Von Jesús Colina
ROM, 1. Juni 2010 (ZENIT.org).- Am vergangenen Samstag Vormittag fand im Petersdom eine ganz außergewöhnliche Veranstaltung statt: Eine eucharistische Anbetung zur Sühne für die Sünden der Priester.
Darin wurde die Tragödie, die in den letzten Monaten mit Schmerzen die ganze Kirche erfüllte, vor Gott gebracht: Das Schicksal vieler Kinder, deren Vergangenheit von pädophilen Priestern „zertreten" worden war, und die die Worte Jesu „Lasst die Kinder zu mir kommen; hindert sie nicht daran!" verraten haben.

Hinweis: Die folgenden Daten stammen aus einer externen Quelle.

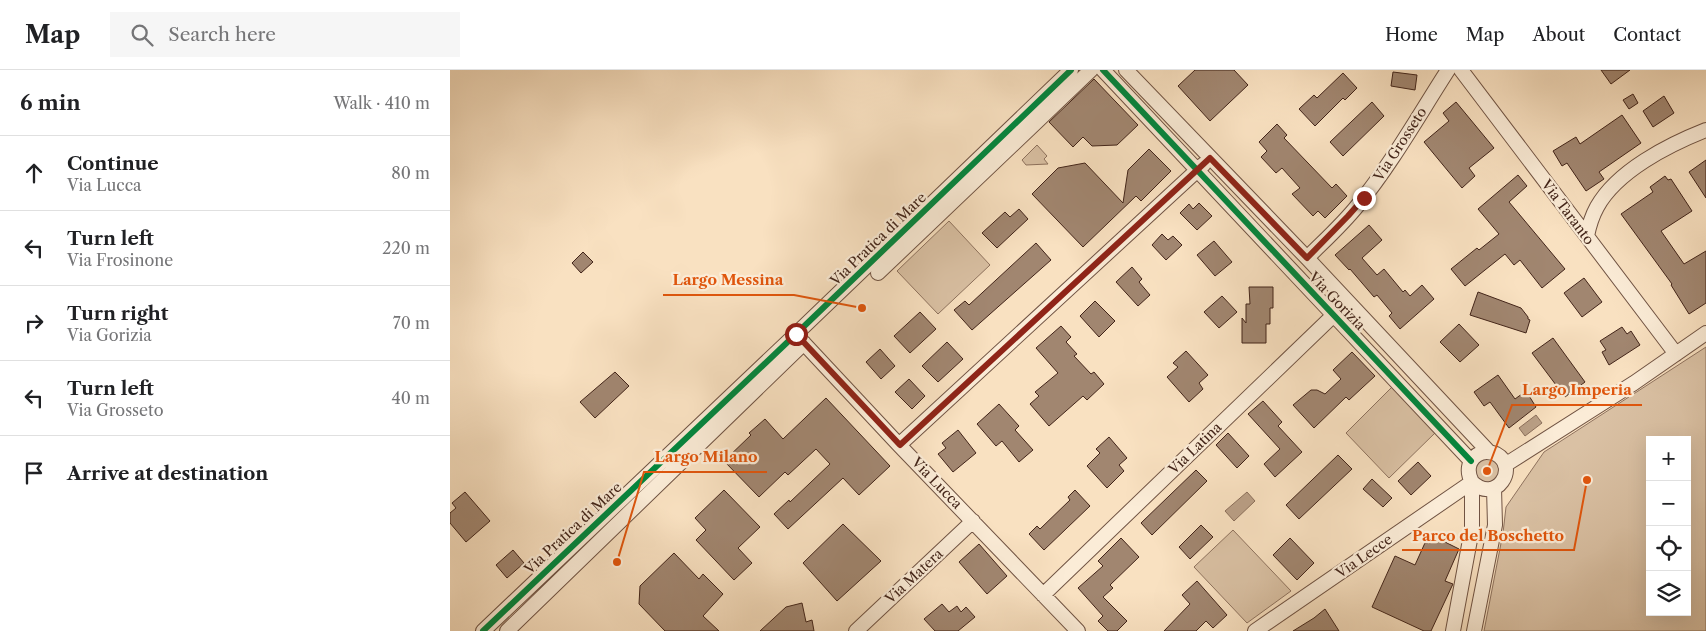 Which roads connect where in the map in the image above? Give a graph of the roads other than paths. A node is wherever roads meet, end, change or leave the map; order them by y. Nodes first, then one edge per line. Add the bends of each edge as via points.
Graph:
1 (1071, 70) edge
2 (1091, 70) edge
3 (1103, 70) edge
4 (1126, 70) edge
5 (1448, 70) edge
6 (1461, 70) edge
7 (1706, 130) edge
8 (1210, 158) junction
9 (1196, 170) junction
10 (1586, 236) junction
11 (1307, 258) junction
12 (878, 273) dead end
13 (1347, 302) junction
14 (1334, 315) junction
15 (1706, 333) edge
16 (800, 339) junction
17 (1676, 354) junction
18 (900, 445) junction
19 (1489, 452) junction
20 (1471, 461) junction
21 (1505, 465) junction
22 (1472, 482) junction
23 (1494, 488) junction
24 (973, 521) junction
25 (1043, 594) junction
26 (498, 626) edge
27 (483, 631) edge
28 (507, 631) edge
29 (856, 631) edge
30 (1078, 631) edge
31 (1256, 631) edge
32 (1453, 631) edge
33 (1474, 631) edge

1 - 16 street, Via Pratica di Mare
2 - 12 street
3 - 9 street, Via Gorizia
4 - 8 street, Via Gorizia
5 - 11 street, Via Grosseto via 1364,198
6 - 10 street, Via Taranto
7 - 10 street via 1653,156 1614,184 1597,206
8 - 9 street
8 - 11 street, Via Gorizia
9 - 14 street, Via Gorizia
9 - 18 street
10 - 17 street, Via Taranto
11 - 13 street, Via Gorizia
13 - 14 street, Via Latina
13 - 19 street, Via Gorizia
14 - 20 street, Via Gorizia
14 - 25 street, Via Latina
15 - 17 street
16 - 18 street, Via Lucca
16 - 26 street, Via Pratica di Mare
16 - 28 street
17 - 21 street
18 - 24 street, Via Lucca
19 - 20 street via 1479,454
19 - 21 street via 1499,456
20 - 22 street via 1468,471
21 - 23 street via 1505,476
22 - 23 street via 1482,489
22 - 31 street, Via Lecce
22 - 32 street via 1472,529
23 - 33 street via 1494,525
24 - 25 street, Via Lucca
24 - 29 street, Via Matera
25 - 30 street, Via Lucca
26 - 27 street, Via Pratica di Mare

Die Initiative ging von Studenten der päpstlichen Universitäten in Rom (ZENIT berichtete) als eine Geste der Solidarität mit Papst Benedikt XVI. aus. Das Gebet für die Sünden der Priester wurde von Kardinal Angelo Comastri, Erzpriester des Petersdoms und der Generalvikar des Papstes für den Vatikanstaat gefördert.
Der eucharistischen Anbetung auf dem Altar der Basilika folgte eine Betrachtung des bekannten „Staatsanwaltes" im Vatikan für Fälle sexuellen Missbrauchs von Geistlichen, Monsignore Charles Scicluna, der offiziell Verantwortlich für den Gerichtshof der Kongregation für die Glaubenslehre ist.
Monsignore Scicluna fand klare Worte: „Wie viele Sünden werden in der Kirche durch Arroganz, unersättliche Gier, Missbrauch und Ungerechtigkeit derer begangen, die ihren Dienst dazu ausnutzen, Karriere zu machen, etwas darzustellen, aufgrund einer sinnlosen und erbärmlichen Ruhmsucht."
Der maltesische Priester, der schon seit Jahren Fälle von Pädophilie und Kindesmissbrauch durch Priester untersucht und überprüft, stellte fest, dass Christus seine härtesten Worte gegen die Urheber dieser Verbrechen gebraucht.
„Wer einen von diesen Kleinen, die an mich glauben, zum Bösen verführt, für den wäre es besser, wenn er mit einem Mühlstein um den Hals ins Meer geworfen würde", zitierte er in Anlehnung an die Worte des Markus Evangeliums (Mk 9, 42).
Das Kind sei „kostbar in den Augen Gottes und in den Augen eines wahren Jüngers Jesu", betonte der Bischof während dieses Gottesdienstes am Ende des Priester-Jahres.
Msgr. Scicluna prangerte an: „Wie dürr wird jedoch die Erde und wie traurig die Welt, wenn dieses so wunderbare Bild und diese heilige Ikone zertreten, zerbrochen, beschmutz, missbraucht, zerstört wird!"
„Wenn dich deine Hand zum Bösen verführt, dann hau sie ab"
Die anwesenden Gläubigen, unter denen sich auch Seminaristen befanden, erinnerte Bischof Scicluna an die Worte Jesu: „Wenn dich deine Hand zum Bösen verführt, dann hau sie ab".
Er deutete diese „Hand", die man abtrennen muss, als „den lieben Freund, mit dem wir unser Leben verbringen und mit dem uns die Bande der Zuneigung, Harmonie und Solidarität verbindet. Es gibt eine Grenze in dieser Verbindung", so Sciluna.
„Die christliche Freundschaft ist dem Gesetz Gottes unterworfen. Wenn mein Freund, mein Begleiter oder der geliebte Mensch für mich ein Anlass zur Sünde wird oder zu einem Hindernis auf meiner Pilgerreise, habe ich keine andere Wahl, entsprechend dem Maßstab des Herrn, als diese Verbindung zu trennen. Wer würde die Qual einer solchen Entscheidung leugnen?
Handelt es sich nicht um eine grausame Amputation?", stellt der Staatsanwalt des Vatikans zur Frage. „Der Herr spricht jedoch eindeutig: Es ist besser für mich allein ins Reich Gottes zu kommen (ohne eine Hand, ohne ein Auge, ohne einen Fuß), als mit meinem Freund ‚in die Hölle zu kommen, in das nie erlöschende Feuer'."
Angesichts der schwierigen Situation der Kirche in dieser Zeit schloss der Bischof mit der Bitte aus der Messbuch: „Herr Jesus Christus, du hast den Apostel gesagt: „Frieden hinterlasse ich euch, meinen Frieden gebe ich euch". Schau nicht auf unsere Sünden, sondern auf den Glauben deiner Kirche, und schenke ihr nach deinem Wort Einheit und Frieden."